Avec un grommellement las, une main d'homme émergea des couvertures et tâtonna quelques instants, cherchant à faire taire la sonnerie crissante de cette machinerie infernale.

Après une âpre lutte aveugle, la main triompha et écrasa le bouton du réveil de tout son poids, avant de se rétracter sous les couvertures dans un grognement satisfait.

C'était sans compter sur l'Arcanin qui dormait au pied du lit. L'énorme Pokémon Feu leva péniblement l'une de ses lourdes pattes et l'abattit sur les draps, avant de tirer la couette par terre et de poser sa tête dessus.

« Fenrir... » soupira l'homme allongé dans le lit.

Le feu qui brûlait à l'intérieur de l'Arcanin réchauffait l'appartement ; mais l'homme, simplement vêtu d'un boxer, agrippa la couverture injustement volée par le Pokémon, cherchant à la ramener sur son matelas qu'elle avait quitté bien trop tôt à son goût.

Peine perdue. La lourde tête de l'Arcanin clouait la couette au sol. L'homme batailla quelques secondes, pour la forme, puis poussa un soupir vaincu.

« On se demande qui est le Dresseur de l'autre, parfois... » grommela-t-il d'un ton mi-irrité, mi-amusé.

Fenrir souffla du museau, l'air indifférent, puis retourna à sa sieste. Son Dresseur s'assit sur le bord du lit en poussant un râle digne d'un septuagénaire perclus de rhumatismes. Sa grogne était telle que l'Arcanin ouvrit un œil réprobateur.

« Ouais, ben si on m'avait pas forcé à me lever, je serai peut-être de meilleure humeur. » bougonna l'homme, grognon.

Il s'étira lentement et frappa dans ses mains.

Aussitôt, les stores qui masquaient la baie vitrée s'ouvrirent, laissant la lumière se déverser dans la chambre.

« Bonjour, monsieur Stelmar. Il est actuellement 6h02. Voulez-vous que je vous rappelle votre emploi du temps du jour? » lança une voix féminine désincarnée.

Ébloui par le torrent de lumière qui abondait depuis l'extérieur, Will se cacha les yeux de la main.

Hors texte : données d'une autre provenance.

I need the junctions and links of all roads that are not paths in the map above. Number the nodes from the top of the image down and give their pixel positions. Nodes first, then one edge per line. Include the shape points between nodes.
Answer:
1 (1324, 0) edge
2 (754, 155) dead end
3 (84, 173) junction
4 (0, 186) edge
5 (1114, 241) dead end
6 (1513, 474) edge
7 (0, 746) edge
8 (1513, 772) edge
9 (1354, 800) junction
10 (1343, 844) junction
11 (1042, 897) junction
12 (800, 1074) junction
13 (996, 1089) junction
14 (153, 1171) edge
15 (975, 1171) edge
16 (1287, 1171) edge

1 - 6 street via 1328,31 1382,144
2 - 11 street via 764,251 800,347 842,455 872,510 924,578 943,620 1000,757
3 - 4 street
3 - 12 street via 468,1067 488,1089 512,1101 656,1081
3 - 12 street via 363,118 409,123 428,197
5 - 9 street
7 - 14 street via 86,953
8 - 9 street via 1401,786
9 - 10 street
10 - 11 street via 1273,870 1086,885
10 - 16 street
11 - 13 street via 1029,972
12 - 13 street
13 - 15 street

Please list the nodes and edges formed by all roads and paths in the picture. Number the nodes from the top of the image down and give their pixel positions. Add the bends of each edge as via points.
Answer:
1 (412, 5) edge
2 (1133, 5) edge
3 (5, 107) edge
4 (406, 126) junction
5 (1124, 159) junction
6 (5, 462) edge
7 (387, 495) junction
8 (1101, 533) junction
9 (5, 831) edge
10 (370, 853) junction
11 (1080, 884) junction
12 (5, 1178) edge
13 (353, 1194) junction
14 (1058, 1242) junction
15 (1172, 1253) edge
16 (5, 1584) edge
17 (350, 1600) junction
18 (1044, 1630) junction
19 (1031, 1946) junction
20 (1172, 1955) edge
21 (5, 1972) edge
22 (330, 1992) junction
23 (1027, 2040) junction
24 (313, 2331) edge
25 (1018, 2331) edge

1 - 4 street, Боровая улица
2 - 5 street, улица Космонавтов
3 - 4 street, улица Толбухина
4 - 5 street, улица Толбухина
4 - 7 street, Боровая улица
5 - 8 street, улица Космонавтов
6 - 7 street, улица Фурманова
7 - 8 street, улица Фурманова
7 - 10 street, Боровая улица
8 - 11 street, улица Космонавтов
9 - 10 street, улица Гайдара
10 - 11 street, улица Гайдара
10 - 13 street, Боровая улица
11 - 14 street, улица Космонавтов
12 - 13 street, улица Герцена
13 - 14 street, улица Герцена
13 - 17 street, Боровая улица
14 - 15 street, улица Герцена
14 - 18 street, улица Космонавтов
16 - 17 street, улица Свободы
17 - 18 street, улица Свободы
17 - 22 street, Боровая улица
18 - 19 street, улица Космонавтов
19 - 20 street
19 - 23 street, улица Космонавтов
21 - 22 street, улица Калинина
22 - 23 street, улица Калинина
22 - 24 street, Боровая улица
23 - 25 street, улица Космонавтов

« Stores à 50%, ordonna-t-il d'un ton agacé. Et oui, rappelle-moi mon emploi du temps.
- Une seule entrée aujourd'hui. Vous avez rendez-vous avec Garvin Keithr à votre agence à 7h00, déclara l'ordinateur domestique tandis que les volets se baissaient légèrement.
- Envoie un message à Garvin. Dis-lui que je serai là à 7h15, soupira Will.
- Message envoyé. Je me dois également de vous rappeler que vous avez un mois de retard sur votre loyer, monsieur.
- Mmh. Fais chauffer le café. »

L'homme passa une main dans ses cheveux ébouriffés et s'installa devant la baie vitrée, toujours en caleçon.

Comme à chaque fois, il s'abîma dans la contemplation des gratte-ciels d'Omnia. Ces immenses tours de verre et d'acier qui s'élançaient vers le ciel avaient quelque chose de fascinant pour Will, qui perdait volontiers une dizaine de minutes chaque matin à en contempler l'étonnante complexité.

La ville supérieure d'Omnia avait quelque chose d'irréel, d'impossible, qui ne cessait de l'étonner. D'immenses tours semblables à des arbres défeuillés s'élançaient vers le ciel, à plus d'un kilomètre au-dessus du sol - si hauts que les nuages, la plupart du temps, s'amoncelaient en contrebas, formant une mer opaque et cotonneuse qui masquait les bidonvilles de la surface.

Will étudiait les passerelles suspendues qui serpentaient au-dessus de la mer de nuages qui s'agitait en contrebas. Ces tunnels de verre, maintenus en l'air par un savant jeu de filins d'acier, lui faisait penser à des pantins articulés par les ficelles d'un marionnettiste.

Les passerelles étaient déjà parcourues par de nombreux piétons, qui allaient d'un pas pressé. En tant que capitale de la région d'Algosya et ville la plus peuplée du monde, Omnia n'attendait pas. Hommes d'affaires, cadres supérieurs et directeurs en tous genres allaient et venaient dans leurs complets sombres, circulant entre des gratte-ciels aux formes plus modernes et sophistiquées les uns que les autres. Ces géants d'acier et de verre, véritables prouesses du monde moderne, avaient fait la renommée d'Omnia : la ville si haute que ses habitants vivaient au-dessus des nuages.

Les dizaines d'immeubles gigantesques formaient une véritable forêt d'acier, qui émergeaient de la masse nuageuse pour s'élancer vers un ciel où brillait toujours le soleil. A Omnia, on n'était pas soumis aux aléas du climat ; la ville était toujours ensoleillée, et les passerelles couvertes protégeaient les habitants du vent et du froid.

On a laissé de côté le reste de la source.